┌─ Extracted entries
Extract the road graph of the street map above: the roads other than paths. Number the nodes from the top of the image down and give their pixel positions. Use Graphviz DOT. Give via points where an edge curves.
└─
┌─ Extracted entries
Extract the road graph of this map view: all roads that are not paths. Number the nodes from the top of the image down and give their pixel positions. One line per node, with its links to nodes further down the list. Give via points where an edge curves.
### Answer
└─
#### [What you have to do]
On how many lines above does "their" occur? Say the number only.

#### [Written solution]
2